4.3. The DDM Parameter Drift Rate Predicts Gf

Regarding DDM, our results showed that drift rate was the only significant predictor of gf in children and adolescents, which is in line with previous findings [13,43]. Since drift rate is typically interpreted as a measurement of cognitive abilities, the reported link is not surprising. However, the fact that our results were similar to Schmiedek et al. [13] regarding the link between drift rate and gf but not regarding the link between τ and gf in a sample of sub-adult age challenges the generalizability of the proposed association between τ and drift rate. In fact, other studies have also questioned this link by demonstrating that the eGM parameters are sensitive to a variety of DDM parameters and thus no clear correspondence can be assumed [21,22]. Our results support this observation and extend it into childhood and adolescence.

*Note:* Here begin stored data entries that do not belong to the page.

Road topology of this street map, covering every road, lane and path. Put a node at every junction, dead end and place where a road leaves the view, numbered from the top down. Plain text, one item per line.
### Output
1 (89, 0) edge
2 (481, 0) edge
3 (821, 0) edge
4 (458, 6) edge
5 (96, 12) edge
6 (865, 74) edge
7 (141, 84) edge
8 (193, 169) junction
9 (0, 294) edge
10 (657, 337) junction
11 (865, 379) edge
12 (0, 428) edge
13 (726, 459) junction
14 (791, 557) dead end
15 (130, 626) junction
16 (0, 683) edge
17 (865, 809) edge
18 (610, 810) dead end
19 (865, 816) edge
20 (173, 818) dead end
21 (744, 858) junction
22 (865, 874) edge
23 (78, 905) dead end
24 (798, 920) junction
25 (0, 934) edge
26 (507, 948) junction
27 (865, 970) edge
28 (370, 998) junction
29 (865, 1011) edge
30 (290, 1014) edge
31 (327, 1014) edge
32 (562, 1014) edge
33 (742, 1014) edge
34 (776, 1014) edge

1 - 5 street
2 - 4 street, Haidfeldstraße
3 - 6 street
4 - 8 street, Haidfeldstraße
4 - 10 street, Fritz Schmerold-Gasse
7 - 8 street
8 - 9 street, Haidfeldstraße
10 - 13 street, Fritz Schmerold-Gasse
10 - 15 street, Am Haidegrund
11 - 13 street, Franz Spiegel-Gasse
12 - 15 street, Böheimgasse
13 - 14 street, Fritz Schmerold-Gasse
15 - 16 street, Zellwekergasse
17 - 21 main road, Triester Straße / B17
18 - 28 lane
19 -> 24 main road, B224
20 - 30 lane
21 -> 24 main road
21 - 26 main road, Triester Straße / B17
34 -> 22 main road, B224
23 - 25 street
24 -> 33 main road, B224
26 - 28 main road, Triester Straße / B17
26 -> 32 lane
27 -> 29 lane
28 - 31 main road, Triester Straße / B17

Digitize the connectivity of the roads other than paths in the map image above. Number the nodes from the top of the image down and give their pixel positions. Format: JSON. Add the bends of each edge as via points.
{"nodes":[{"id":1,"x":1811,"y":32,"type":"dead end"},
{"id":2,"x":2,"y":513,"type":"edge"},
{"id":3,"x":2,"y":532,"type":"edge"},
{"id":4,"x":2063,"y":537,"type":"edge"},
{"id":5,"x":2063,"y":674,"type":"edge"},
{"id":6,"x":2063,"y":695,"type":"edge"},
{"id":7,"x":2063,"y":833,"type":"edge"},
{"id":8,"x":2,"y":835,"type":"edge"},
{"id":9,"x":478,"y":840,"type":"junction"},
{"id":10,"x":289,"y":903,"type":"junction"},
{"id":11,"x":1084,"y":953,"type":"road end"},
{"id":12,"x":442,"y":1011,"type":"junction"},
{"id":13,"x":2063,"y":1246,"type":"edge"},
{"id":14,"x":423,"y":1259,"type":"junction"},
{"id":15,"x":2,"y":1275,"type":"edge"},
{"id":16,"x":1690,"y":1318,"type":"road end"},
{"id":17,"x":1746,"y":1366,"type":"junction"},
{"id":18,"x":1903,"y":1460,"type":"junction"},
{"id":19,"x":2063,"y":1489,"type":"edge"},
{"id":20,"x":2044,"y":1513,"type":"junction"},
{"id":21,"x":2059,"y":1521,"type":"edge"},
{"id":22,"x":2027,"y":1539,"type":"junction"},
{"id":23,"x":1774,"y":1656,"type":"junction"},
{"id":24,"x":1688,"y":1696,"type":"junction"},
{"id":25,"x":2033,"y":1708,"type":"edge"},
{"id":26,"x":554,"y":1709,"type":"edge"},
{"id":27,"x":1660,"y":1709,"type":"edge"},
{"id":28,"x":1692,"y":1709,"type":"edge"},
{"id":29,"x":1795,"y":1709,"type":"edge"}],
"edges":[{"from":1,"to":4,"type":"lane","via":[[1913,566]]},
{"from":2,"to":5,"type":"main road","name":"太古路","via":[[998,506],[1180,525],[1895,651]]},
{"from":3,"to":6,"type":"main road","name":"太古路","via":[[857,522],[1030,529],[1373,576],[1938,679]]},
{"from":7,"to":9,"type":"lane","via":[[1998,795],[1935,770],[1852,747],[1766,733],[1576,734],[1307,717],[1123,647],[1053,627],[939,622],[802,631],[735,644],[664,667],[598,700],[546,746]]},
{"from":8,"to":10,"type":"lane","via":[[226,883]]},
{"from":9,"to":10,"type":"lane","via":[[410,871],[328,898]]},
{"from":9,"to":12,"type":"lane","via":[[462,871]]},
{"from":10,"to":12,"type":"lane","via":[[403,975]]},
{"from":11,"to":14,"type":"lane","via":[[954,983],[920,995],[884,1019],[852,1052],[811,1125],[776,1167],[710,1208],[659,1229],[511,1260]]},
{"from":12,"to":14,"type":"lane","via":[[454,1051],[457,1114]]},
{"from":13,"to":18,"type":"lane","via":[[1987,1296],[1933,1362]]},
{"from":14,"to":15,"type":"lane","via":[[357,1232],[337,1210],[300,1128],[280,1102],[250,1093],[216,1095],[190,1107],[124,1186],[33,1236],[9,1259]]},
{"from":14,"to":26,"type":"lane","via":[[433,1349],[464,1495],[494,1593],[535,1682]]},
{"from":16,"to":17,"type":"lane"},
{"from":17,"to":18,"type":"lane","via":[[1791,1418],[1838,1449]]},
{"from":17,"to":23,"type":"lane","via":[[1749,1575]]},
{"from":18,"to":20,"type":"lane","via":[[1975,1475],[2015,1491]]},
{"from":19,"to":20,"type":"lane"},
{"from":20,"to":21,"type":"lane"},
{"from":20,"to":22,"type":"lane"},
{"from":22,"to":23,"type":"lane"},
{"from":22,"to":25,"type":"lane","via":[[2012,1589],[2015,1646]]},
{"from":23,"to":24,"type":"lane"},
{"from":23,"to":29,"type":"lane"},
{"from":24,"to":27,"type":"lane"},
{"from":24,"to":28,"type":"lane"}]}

Another noteworthy finding in our study, compared to Schmiedek et al. [13], is the smaller amount of explained variance in gf by the eGM (25% compared to 51%) and the DDM (19% compared to 68%) parameters. A possible explanation could be that gf and parameters of RT distributions in children and adolescents are less related than in adults. However, since other studies report an equal or even stronger association between RT measures and gf in children compared to adults [42], this suggestion appears unlikely. A more probable explanation is methodological influences due to the preparation of our data by controlling age effects. In the study by Fernandez et al. [42], residualizing age resulted in a drop of explained variance in gf by the 90th RT percentile from 22% to 8%. Since overlapping variance between constructs due to age effects may produce empirical associations in a similar way as process-related true correlations, not controlling for age effects in samples characterized by high age heterogeneity may result in a systematic overestimation of the size of true correlations. While the decision of Schmiedek et al. [13] not to residualize age effects appears justified due to the smaller age range of their sample, controlling for age effects in the present study is necessary in order to remove possible overlapping variance due to age. However, the possibility that a part of the associations described by Schmiedek et al. [13] are caused by age heterogeneity cannot be completely ruled out. Therefore, future research should address the issue of differential age effects regarding the relationship between characteristics of RT distributions and higher cognition.

5. Conclusions

We were able to confirm that individual differences in the eGM and the main DDM parameters are generalizable across different tasks and are meaningfully correlated with each other for a sample of children and adolescents aged between 8 and 18. In addition, we observed that latent factors related to ISV predict gf better than latent factors related to mean speed. We found that σ but not τ from simple CRTs was a significant predictor of gf. The DDM drift rate parameter was closely related to gf. Our results suggest that the WPR may not hold for a sample of children and adolescents of broad age and that drift rate and τ may be less associated with intelligence than expected.